• Provided material:
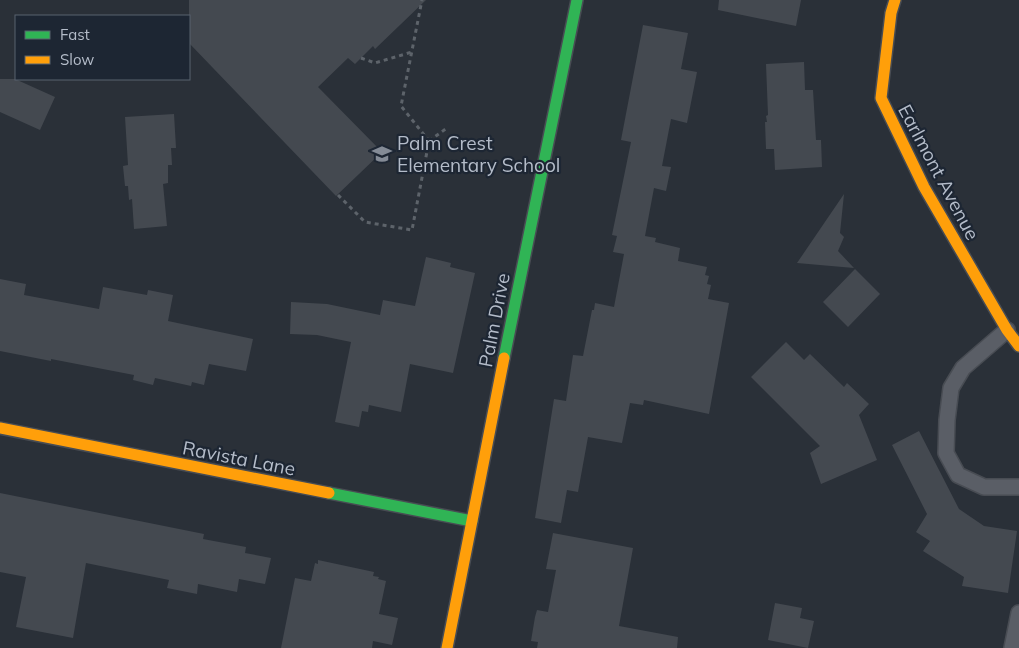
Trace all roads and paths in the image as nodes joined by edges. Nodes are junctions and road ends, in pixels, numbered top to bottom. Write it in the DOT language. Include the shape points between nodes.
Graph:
graph roads {
  1 [pos="422,0"];
  2 [pos="577,0"];
  3 [pos="895,0"];
  4 [pos="412,52"];
  5 [pos="361,58"];
  6 [pos="446,128"];
  7 [pos="429,141"];
  8 [pos="338,194"];
  9 [pos="1007,330"];
  10 [pos="1019,346"];
  11 [pos="0,428"];
  12 [pos="1019,487"];
  13 [pos="472,521"];
  14 [pos="1019,613"];
  15 [pos="447,648"];
  16 [pos="1012,648"];
  1 -- 4 [label="path"];
  2 -- 13 [label="street, Palm Drive"];
  3 -- 9 [label="street, Earlmont Avenue" via="881,98 924,187"];
  4 -- 5 [label="path" via="375,63"];
  4 -- 7 [label="path" via="401,106"];
  6 -- 7 [label="path"];
  7 -- 8 [label="path" via="412,230 365,222"];
  9 -- 10 [label="street, Earlmont Avenue"];
  9 -- 12 [label="lane" via="963,368 951,388 946,420 946,453 958,475 984,487"];
  11 -- 13 [label="street, Ravista Lane"];
  13 -- 15 [label="street, Palm Drive"];
  14 -- 16 [label="lane"];
}
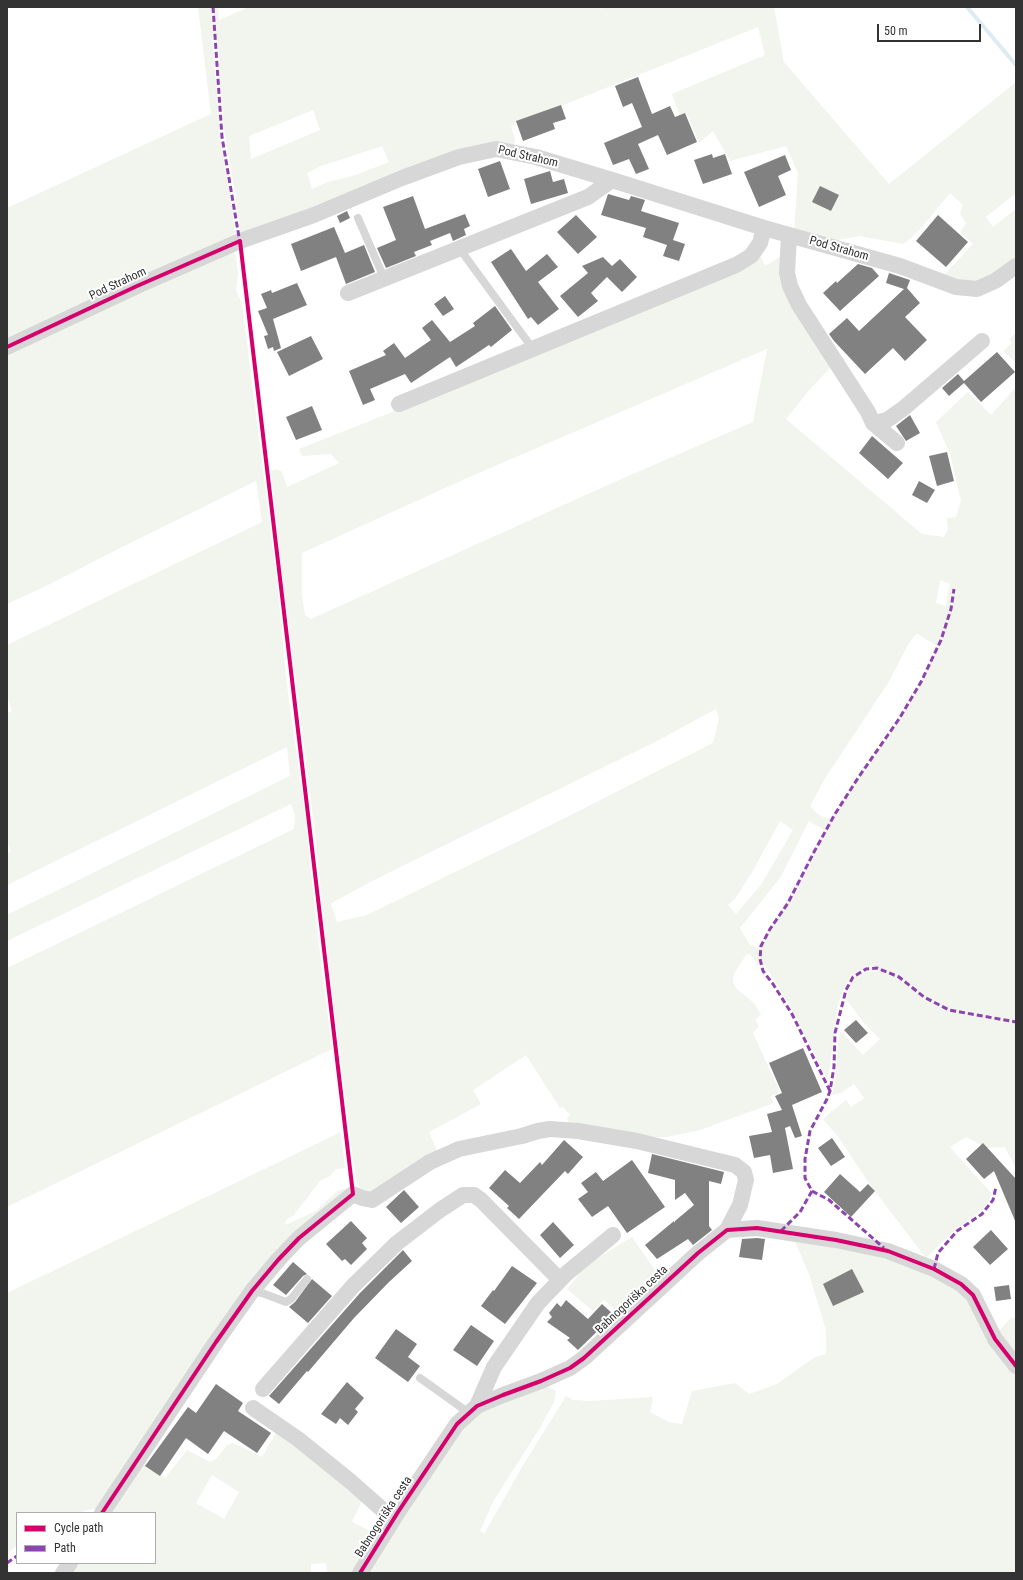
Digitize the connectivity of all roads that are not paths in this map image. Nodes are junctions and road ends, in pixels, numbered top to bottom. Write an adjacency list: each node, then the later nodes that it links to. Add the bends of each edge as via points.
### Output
1 (612, 180): 3 (street, Pod Strahom); 5 (street, via 588,197); 10 (street, Pod Strahom, via 536,157 496,149 458,157 314,215 240,241)
2 (358, 218): 7 (lane)
3 (764, 228): 4 (street, Pod Strahom); 11 (street, via 760,243 751,256 736,265)
4 (789, 235): 6 (street, Pod Strahom, via 900,266 956,287 977,289 995,281); 13 (street, via 787,273 790,286 799,305 868,412)
5 (459, 248): 7 (street); 11 (lane)
6 (1016, 266)
7 (384, 278): 8 (street)
8 (348, 293)
9 (982, 341): 13 (street, via 904,408 887,420)
10 (7, 347)
11 (533, 349): 12 (street)
12 (399, 404)
13 (873, 424): 14 (street)
14 (897, 443)
15 (727, 1230): 19 (street, via 740,1205 746,1180 744,1172 735,1165 637,1141 550,1129 459,1149 430,1162 372,1200 354,1194 299,1238); 20 (street, via 757,1228 836,1240 888,1251 934,1269 961,1284 973,1295 995,1339); 24 (street, Babnogoriška cesta, via 698,1252 570,1368)
16 (614, 1235): 18 (street)
17 (307, 1279): 19 (lane, via 286,1302)
18 (560, 1280): 22 (street, via 481,1200 474,1195 463,1195 397,1243 353,1286); 24 (street, via 538,1303 510,1341)
19 (252, 1291): 25 (street)
20 (1016, 1366)
21 (420, 1378): 24 (lane)
22 (263, 1388)
23 (253, 1408): 26 (street, via 350,1480)
24 (473, 1410): 26 (street, Babnogoriška cesta, via 457,1424)
25 (103, 1512)
26 (393, 1519): 29 (street, Babnogoriška cesta)
27 (69, 1564): 28 (street)
28 (63, 1573)
29 (360, 1573)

• Work task: With the pictures left out, return the listing above exactly as it stands.

• The answer:
Trace all roads and paths in the image as nodes joined by edges. Nodes are junctions and road ends, in pixels, numbered top to bottom. Write it in the DOT language. Include the shape points between nodes.
Graph:
graph roads {
  1 [pos="422,0"];
  2 [pos="577,0"];
  3 [pos="895,0"];
  4 [pos="412,52"];
  5 [pos="361,58"];
  6 [pos="446,128"];
  7 [pos="429,141"];
  8 [pos="338,194"];
  9 [pos="1007,330"];
  10 [pos="1019,346"];
  11 [pos="0,428"];
  12 [pos="1019,487"];
  13 [pos="472,521"];
  14 [pos="1019,613"];
  15 [pos="447,648"];
  16 [pos="1012,648"];
  1 -- 4 [label="path"];
  2 -- 13 [label="street, Palm Drive"];
  3 -- 9 [label="street, Earlmont Avenue" via="881,98 924,187"];
  4 -- 5 [label="path" via="375,63"];
  4 -- 7 [label="path" via="401,106"];
  6 -- 7 [label="path"];
  7 -- 8 [label="path" via="412,230 365,222"];
  9 -- 10 [label="street, Earlmont Avenue"];
  9 -- 12 [label="lane" via="963,368 951,388 946,420 946,453 958,475 984,487"];
  11 -- 13 [label="street, Ravista Lane"];
  13 -- 15 [label="street, Palm Drive"];
  14 -- 16 [label="lane"];
}
Digitize the connectivity of all roads that are not paths in this map image. Nodes are junctions and road ends, in pixels, numbered top to bottom. Write an adjacency list: each node, then the later nodes that it links to. Add the bends of each edge as via points.
### Output
1 (612, 180): 3 (street, Pod Strahom); 5 (street, via 588,197); 10 (street, Pod Strahom, via 536,157 496,149 458,157 314,215 240,241)
2 (358, 218): 7 (lane)
3 (764, 228): 4 (street, Pod Strahom); 11 (street, via 760,243 751,256 736,265)
4 (789, 235): 6 (street, Pod Strahom, via 900,266 956,287 977,289 995,281); 13 (street, via 787,273 790,286 799,305 868,412)
5 (459, 248): 7 (street); 11 (lane)
6 (1016, 266)
7 (384, 278): 8 (street)
8 (348, 293)
9 (982, 341): 13 (street, via 904,408 887,420)
10 (7, 347)
11 (533, 349): 12 (street)
12 (399, 404)
13 (873, 424): 14 (street)
14 (897, 443)
15 (727, 1230): 19 (street, via 740,1205 746,1180 744,1172 735,1165 637,1141 550,1129 459,1149 430,1162 372,1200 354,1194 299,1238); 20 (street, via 757,1228 836,1240 888,1251 934,1269 961,1284 973,1295 995,1339); 24 (street, Babnogoriška cesta, via 698,1252 570,1368)
16 (614, 1235): 18 (street)
17 (307, 1279): 19 (lane, via 286,1302)
18 (560, 1280): 22 (street, via 481,1200 474,1195 463,1195 397,1243 353,1286); 24 (street, via 538,1303 510,1341)
19 (252, 1291): 25 (street)
20 (1016, 1366)
21 (420, 1378): 24 (lane)
22 (263, 1388)
23 (253, 1408): 26 (street, via 350,1480)
24 (473, 1410): 26 (street, Babnogoriška cesta, via 457,1424)
25 (103, 1512)
26 (393, 1519): 29 (street, Babnogoriška cesta)
27 (69, 1564): 28 (street)
28 (63, 1573)
29 (360, 1573)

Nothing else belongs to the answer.